Le Noble Art s’apprête à vibrer comme jamais au cœur de la capitale congolaise. Après le passage de Tony Yoka dans la terre de ses ancêtres, c’est désormais au tour du colosse de Kananga, Martin Bakole, de passer à l’offensive administrative et symbolique. Ce mardi 17 février 2026, le Léopard a franchi les portes du cabinet du Ministre des Sports et Loisirs dirigé par Didier Budimbu, marquant ainsi le coup d’envoi officiel des préparatifs de ce qui s’annonce comme le combat du siècle en Afrique centrale.
Entouré du Général Luyoyo, Président de la Fédération Congolaise de Boxe (FCB), et de son staff managérial, Martin Bakole n’est pas venu faire de la figuration.

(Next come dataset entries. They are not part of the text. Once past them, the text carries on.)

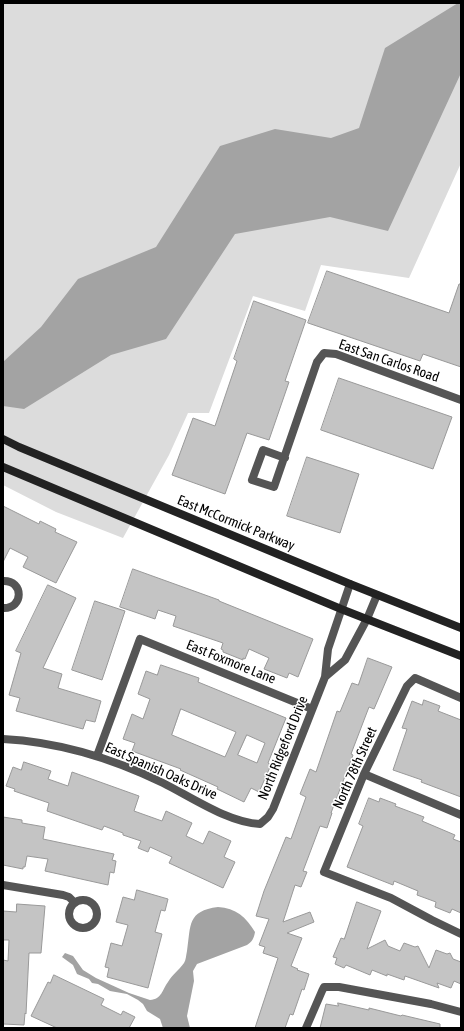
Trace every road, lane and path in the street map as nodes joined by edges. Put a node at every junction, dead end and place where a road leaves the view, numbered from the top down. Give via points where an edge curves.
1 (461, 400) edge
2 (3, 439) edge
3 (285, 458) junction
4 (3, 467) edge
5 (3, 581) edge
6 (350, 584) junction
7 (377, 595) junction
8 (3, 608) edge
9 (341, 609) junction
10 (367, 619) junction
11 (461, 628) edge
12 (461, 656) edge
13 (325, 677) junction
14 (461, 698) edge
15 (312, 709) junction
16 (3, 738) edge
17 (97, 756) junction
18 (364, 774) junction
19 (461, 815) edge
20 (260, 824) joint
21 (3, 885) edge
22 (75, 903) dead end
23 (461, 934) edge
24 (461, 1012) edge
25 (306, 1028) edge

1 - 3 street, East San Carlos Road via 336,354 324,353 317,362
2 - 6 main road, East McCormick Parkway
3 - 3 street, East San Carlos Road via 274,487 252,480 263,450
4 - 9 main road
5 - 8 street via 14,584 19,595 13,606
6 - 7 main road, East McCormick Parkway
6 - 9 street, North Ridgeford Drive
7 - 10 street, North Ridgeford Drive
7 - 11 main road, East McCormick Parkway
9 - 10 main road
9 - 13 street, North Ridgeford Drive via 328,649
10 - 12 main road
10 - 13 street, North Ridgeford Drive via 345,660
13 - 15 street, North Ridgeford Drive
14 - 18 street, North 78th Street via 415,678 407,686
15 - 17 street, East Foxmore Lane via 140,639
15 - 20 street, North Ridgeford Drive via 273,809
16 - 17 street, East Spanish Oaks Drive via 41,742
17 - 20 street, East Spanish Oaks Drive via 136,771 235,819 249,824
18 - 19 street
18 - 23 street, North 78th Street via 324,872 390,898
21 - 22 street via 63,895
24 - 25 street via 339,987 324,987

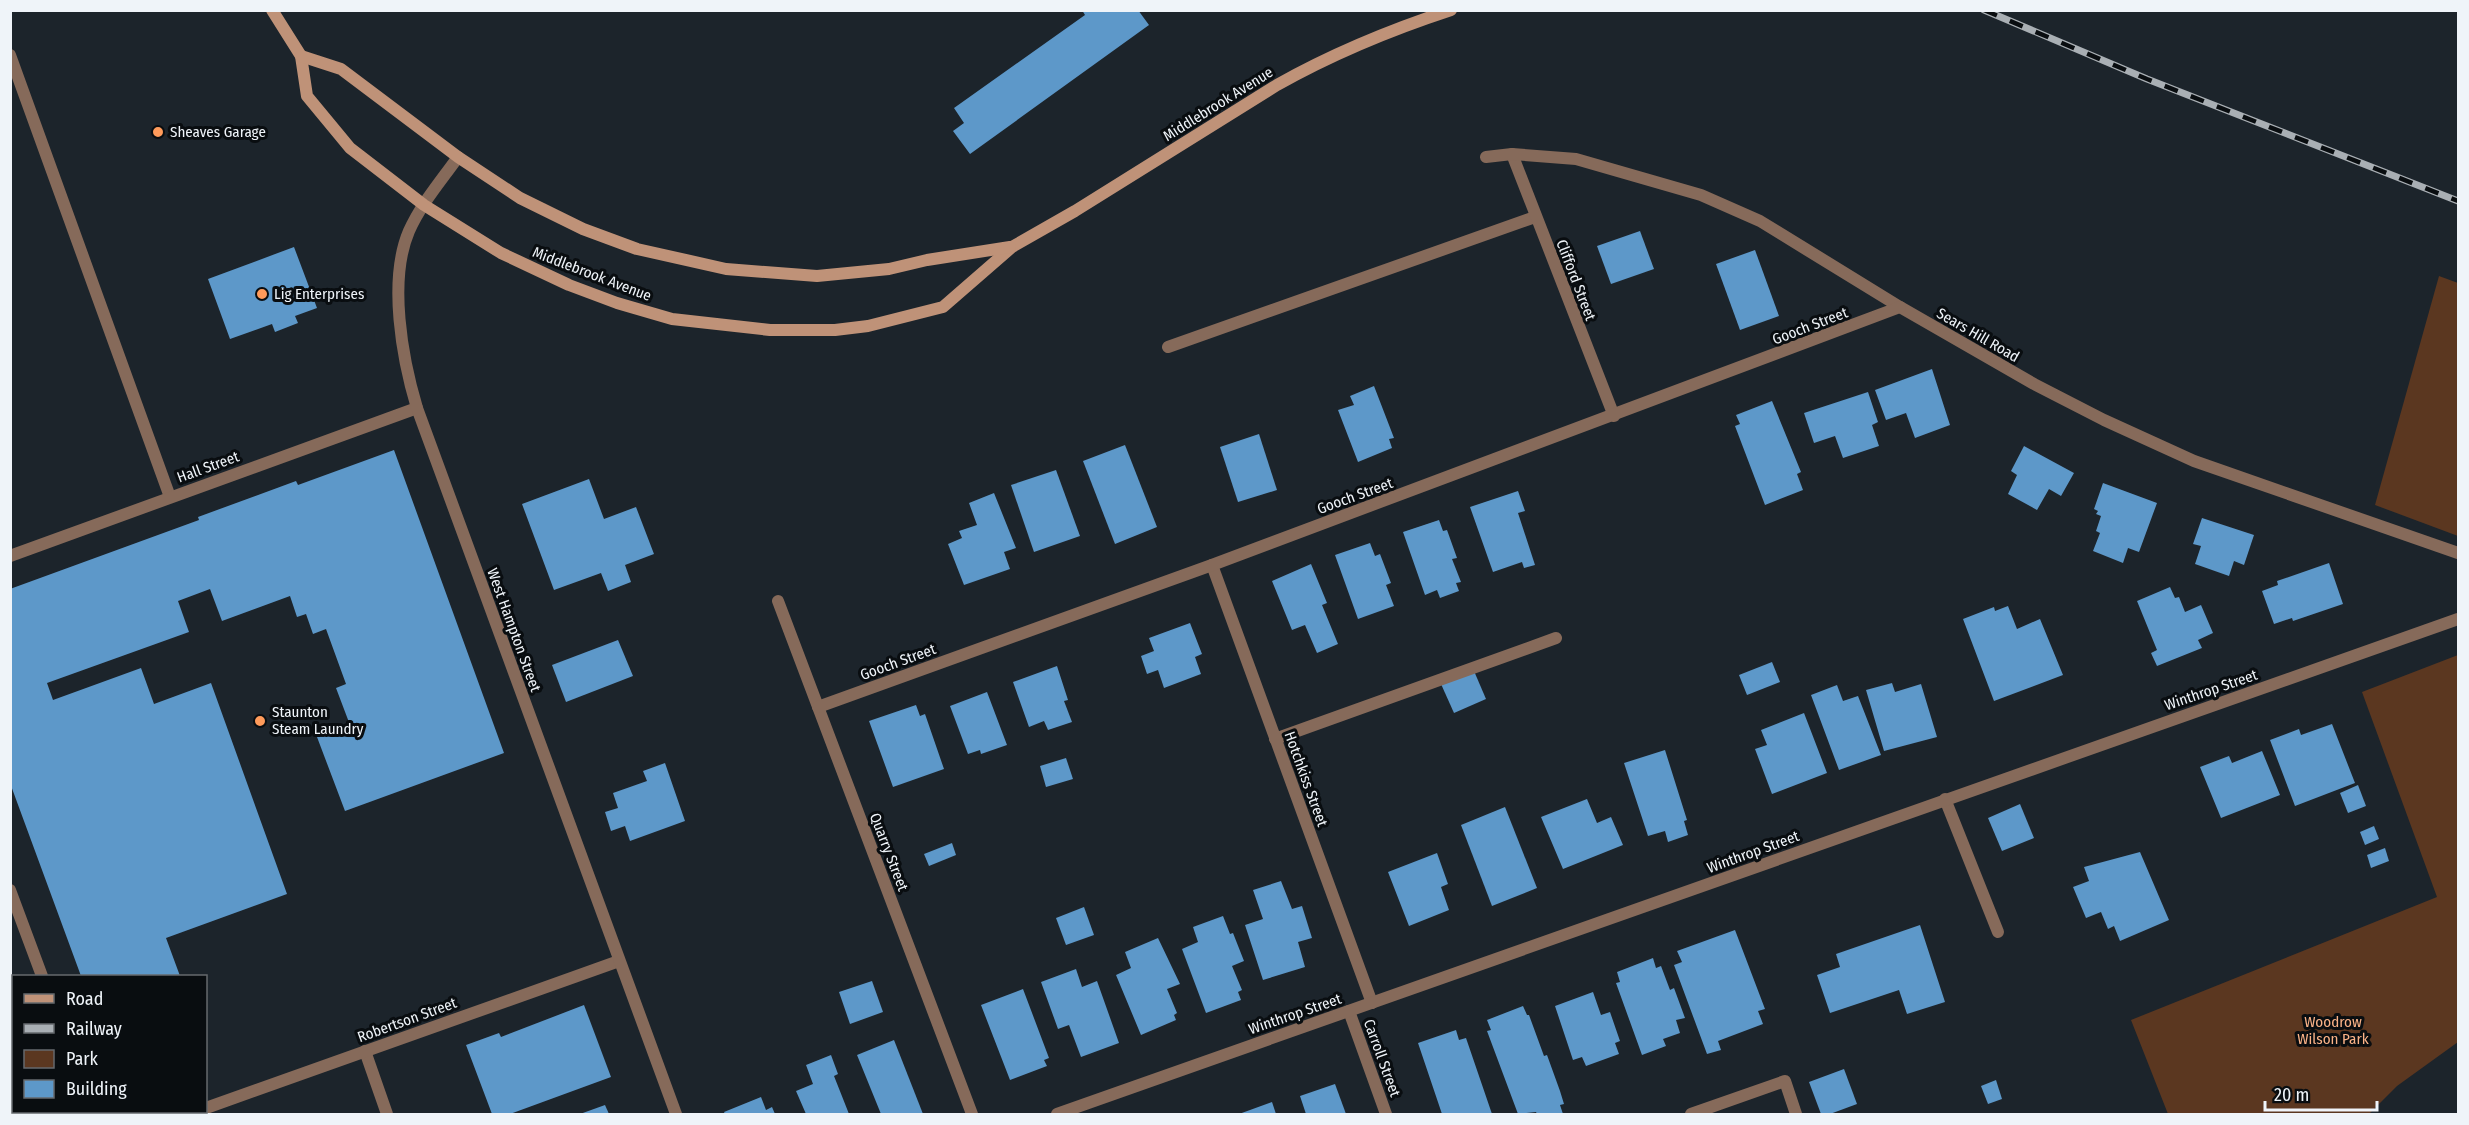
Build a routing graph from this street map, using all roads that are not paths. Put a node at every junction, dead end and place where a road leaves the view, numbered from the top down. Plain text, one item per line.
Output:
1 (272, 10) edge
2 (1451, 10) edge
3 (10, 55) edge
4 (301, 56) junction
5 (1512, 154) junction
6 (458, 157) junction
7 (1486, 157) dead end
8 (424, 205) junction
9 (1535, 217) junction
10 (1012, 247) junction
11 (1900, 307) junction
12 (1168, 347) dead end
13 (417, 408) junction
14 (1614, 416) junction
15 (170, 497) junction
16 (2458, 553) edge
17 (10, 556) edge
18 (1212, 566) junction
19 (778, 601) dead end
20 (2458, 619) edge
21 (1556, 638) dead end
22 (818, 706) junction
23 (1275, 739) junction
24 (1945, 800) junction
25 (10, 890) edge
26 (1998, 932) dead end
27 (619, 961) junction
28 (42, 975) edge
29 (1372, 1003) junction
30 (1349, 1011) junction
31 (365, 1051) junction
32 (207, 1108) edge
33 (387, 1114) edge
34 (676, 1114) edge
35 (972, 1114) edge
36 (1057, 1114) edge
37 (1386, 1114) edge
38 (1691, 1114) edge
39 (1796, 1114) edge

1 - 4 main road, Middlebrook Avenue
2 - 10 main road, Middlebrook Avenue
3 - 15 street
4 - 6 main road, Middlebrook Avenue
4 - 8 main road, Middlebrook Avenue
5 - 7 street, Sears Hill Road
5 - 9 street, Clifford Street
5 - 11 street, Sears Hill Road
6 - 8 street, West Hampton Street
6 - 10 main road, Middlebrook Avenue
8 - 10 main road, Middlebrook Avenue
8 - 13 street, West Hampton Street
9 - 12 street
9 - 14 street, Clifford Street
11 - 14 street, Gooch Street
11 - 16 street, Sears Hill Road
13 - 15 street, Hall Street
13 - 27 street, West Hampton Street
14 - 18 street, Gooch Street
15 - 17 street, Hall Street
18 - 22 street, Gooch Street
18 - 23 street, Hotchkiss Street
19 - 22 street, Quarry Street
20 - 24 street, Winthrop Street
21 - 23 street
22 - 35 street, Quarry Street
23 - 29 street, Hotchkiss Street
24 - 26 street
24 - 29 street, Winthrop Street
25 - 28 street
27 - 31 street, Robertson Street
27 - 34 street, West Hampton Street
29 - 30 street, Winthrop Street
30 - 36 street, Winthrop Street
30 - 37 street, Carroll Street
31 - 32 street, Robertson Street
31 - 33 street
38 - 39 street

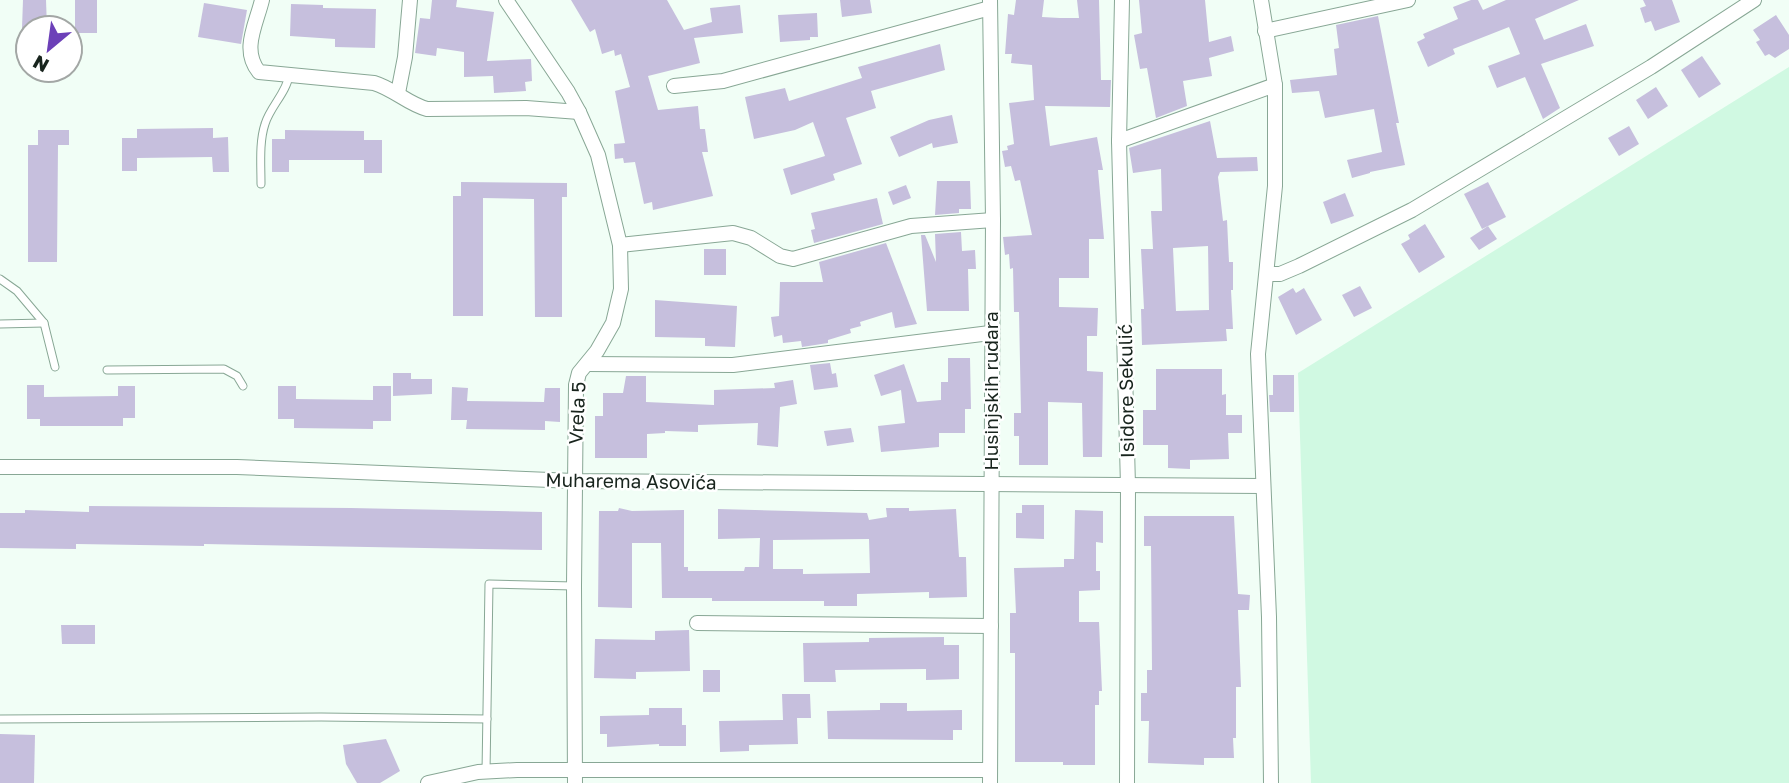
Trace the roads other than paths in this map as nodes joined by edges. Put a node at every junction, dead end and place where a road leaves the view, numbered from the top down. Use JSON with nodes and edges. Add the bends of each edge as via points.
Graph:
{"nodes":[{"id":1,"x":262,"y":0,"type":"edge"},
{"id":2,"x":410,"y":0,"type":"edge"},
{"id":3,"x":1122,"y":0,"type":"edge"},
{"id":4,"x":1261,"y":0,"type":"edge"},
{"id":5,"x":1408,"y":0,"type":"edge"},
{"id":6,"x":1754,"y":0,"type":"edge"},
{"id":7,"x":511,"y":2,"type":"edge"},
{"id":8,"x":990,"y":4,"type":"edge"},
{"id":9,"x":1265,"y":31,"type":"junction"},
{"id":10,"x":289,"y":75,"type":"junction"},
{"id":11,"x":1275,"y":85,"type":"junction"},
{"id":12,"x":674,"y":86,"type":"dead end"},
{"id":13,"x":398,"y":93,"type":"junction"},
{"id":14,"x":579,"y":112,"type":"junction"},
{"id":15,"x":1119,"y":141,"type":"junction"},
{"id":16,"x":261,"y":184,"type":"dead end"},
{"id":17,"x":993,"y":220,"type":"junction"},
{"id":18,"x":620,"y":245,"type":"junction"},
{"id":19,"x":1267,"y":274,"type":"junction"},
{"id":20,"x":0,"y":279,"type":"edge"},
{"id":21,"x":44,"y":323,"type":"junction"},
{"id":22,"x":0,"y":324,"type":"edge"},
{"id":23,"x":990,"y":333,"type":"junction"},
{"id":24,"x":587,"y":364,"type":"junction"},
{"id":25,"x":55,"y":367,"type":"dead end"},
{"id":26,"x":107,"y":370,"type":"dead end"},
{"id":27,"x":243,"y":386,"type":"dead end"},
{"id":28,"x":0,"y":467,"type":"edge"},
{"id":29,"x":574,"y":481,"type":"junction"},
{"id":30,"x":992,"y":485,"type":"junction"},
{"id":31,"x":1128,"y":486,"type":"junction"},
{"id":32,"x":1262,"y":486,"type":"junction"},
{"id":33,"x":573,"y":586,"type":"junction"},
{"id":34,"x":697,"y":623,"type":"dead end"},
{"id":35,"x":991,"y":626,"type":"junction"},
{"id":36,"x":0,"y":719,"type":"edge"},
{"id":37,"x":487,"y":719,"type":"junction"},
{"id":38,"x":486,"y":772,"type":"junction"},
{"id":39,"x":990,"y":776,"type":"edge"},
{"id":40,"x":575,"y":777,"type":"edge"},
{"id":41,"x":428,"y":783,"type":"edge"},
{"id":42,"x":1127,"y":783,"type":"edge"},
{"id":43,"x":1271,"y":783,"type":"edge"}],
"edges":[{"from":1,"to":10,"type":"street","via":[[249,50],[251,62],[259,72]]},
{"from":2,"to":13,"type":"street"},
{"from":3,"to":15,"type":"street","name":"Isidore Sekulić"},
{"from":4,"to":9,"type":"street"},
{"from":5,"to":9,"type":"street"},
{"from":6,"to":19,"type":"street","via":[[1412,210],[1300,266]]},
{"from":7,"to":14,"type":"street","name":"Vrela 5"},
{"from":8,"to":12,"type":"street","via":[[723,81]]},
{"from":8,"to":17,"type":"street","name":"Husinjskih rudara"},
{"from":9,"to":11,"type":"street"},
{"from":10,"to":13,"type":"street","via":[[374,83]]},
{"from":10,"to":16,"type":"lane","via":[[264,125]]},
{"from":11,"to":15,"type":"street"},
{"from":11,"to":19,"type":"street","via":[[1275,186]]},
{"from":13,"to":14,"type":"street","via":[[427,109]]},
{"from":14,"to":18,"type":"street","name":"Vrela 5","via":[[597,155]]},
{"from":15,"to":31,"type":"street","name":"Isidore Sekulić"},
{"from":17,"to":18,"type":"street","via":[[911,226],[793,259],[733,233]]},
{"from":17,"to":23,"type":"street","name":"Husinjskih rudara"},
{"from":18,"to":24,"type":"street","name":"Vrela 5","via":[[619,304],[606,339]]},
{"from":19,"to":32,"type":"street","via":[[1258,354]]},
{"from":20,"to":21,"type":"lane"},
{"from":21,"to":22,"type":"lane"},
{"from":21,"to":25,"type":"lane"},
{"from":23,"to":24,"type":"street","via":[[733,365]]},
{"from":23,"to":30,"type":"street","name":"Husinjskih rudara"},
{"from":24,"to":29,"type":"street","name":"Vrela 5","via":[[576,385]]},
{"from":26,"to":27,"type":"lane","via":[[224,369]]},
{"from":28,"to":29,"type":"street","name":"Muharema Asovića","via":[[237,467]]},
{"from":29,"to":30,"type":"street","name":"Muharema Asovića"},
{"from":29,"to":33,"type":"street","name":"Vrela 5"},
{"from":30,"to":31,"type":"street","name":"Muharema Asovića"},
{"from":30,"to":35,"type":"street","name":"Husinjskih rudara"},
{"from":31,"to":32,"type":"street","name":"Muharema Asovića"},
{"from":31,"to":42,"type":"street","name":"Isidore Sekulić"},
{"from":32,"to":43,"type":"street"},
{"from":33,"to":37,"type":"lane","via":[[489,584]]},
{"from":33,"to":40,"type":"street","name":"Vrela 5"},
{"from":34,"to":35,"type":"street"},
{"from":35,"to":39,"type":"street","name":"Husinjskih rudara"},
{"from":36,"to":37,"type":"lane"},
{"from":37,"to":38,"type":"lane"},
{"from":38,"to":40,"type":"street"},
{"from":38,"to":41,"type":"street"},
{"from":39,"to":40,"type":"street"}]}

L’ordre du jour était clair. Finaliser les détails logistiques, sécuritaires et organisationnels de ce face-à-face tant attendu contre le Français Tony Yoka.
Ce combat ne représente pas seulement un enjeu sportif pour Bakole. C’est une affaire de fierté nationale. En choisissant Kinshasa pour ce choc, les deux boxeurs s’inscrivent dans la lignée légendaire du «Rumble in the Jungle».

Malgré le tumulte des réseaux sociaux et les spéculations diverses qui ont entouré l’organisation de cet événement ces derniers jours, le champion congolais est apparu imperturbable. Avec le calme qui caractérise les plus grands prédateurs, Bakole a tenu à rassurer ses fans et l’opinion publique.
Pour Me Didier Budimbu, l’enjeu est de prouver que la République Démocratique du Congo est redevenue une terre d’accueil pour les grands événements sportifs mondiaux. En recevant officiellement le boxeur, le Ministre confirme l’implication directe de l’État dans la réussite de cette messe pugilistique.
Désormais, tous les regards sont tournés vers le ring. Si la date précise reste à être gravée dans le marbre, une chose est certaine. Martin Bakole est prêt, et Kinshasa s’apprête à rugir.